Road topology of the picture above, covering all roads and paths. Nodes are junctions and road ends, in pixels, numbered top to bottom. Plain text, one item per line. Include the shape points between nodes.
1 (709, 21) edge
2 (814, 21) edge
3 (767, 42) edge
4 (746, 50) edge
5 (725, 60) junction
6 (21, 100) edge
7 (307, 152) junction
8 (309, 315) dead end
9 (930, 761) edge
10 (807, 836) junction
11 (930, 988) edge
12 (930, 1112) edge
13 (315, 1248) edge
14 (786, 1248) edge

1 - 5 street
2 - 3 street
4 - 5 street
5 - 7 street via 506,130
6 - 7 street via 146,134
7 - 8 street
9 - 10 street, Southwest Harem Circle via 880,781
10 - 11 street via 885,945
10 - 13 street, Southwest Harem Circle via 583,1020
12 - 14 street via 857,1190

########

Please give the material above once more, unchanged.

## THE COMPLETED TASK
Road topology of the picture above, covering all roads and paths. Nodes are junctions and road ends, in pixels, numbered top to bottom. Plain text, one item per line. Include the shape points between nodes.
1 (709, 21) edge
2 (814, 21) edge
3 (767, 42) edge
4 (746, 50) edge
5 (725, 60) junction
6 (21, 100) edge
7 (307, 152) junction
8 (309, 315) dead end
9 (930, 761) edge
10 (807, 836) junction
11 (930, 988) edge
12 (930, 1112) edge
13 (315, 1248) edge
14 (786, 1248) edge

1 - 5 street
2 - 3 street
4 - 5 street
5 - 7 street via 506,130
6 - 7 street via 146,134
7 - 8 street
9 - 10 street, Southwest Harem Circle via 880,781
10 - 11 street via 885,945
10 - 13 street, Southwest Harem Circle via 583,1020
12 - 14 street via 857,1190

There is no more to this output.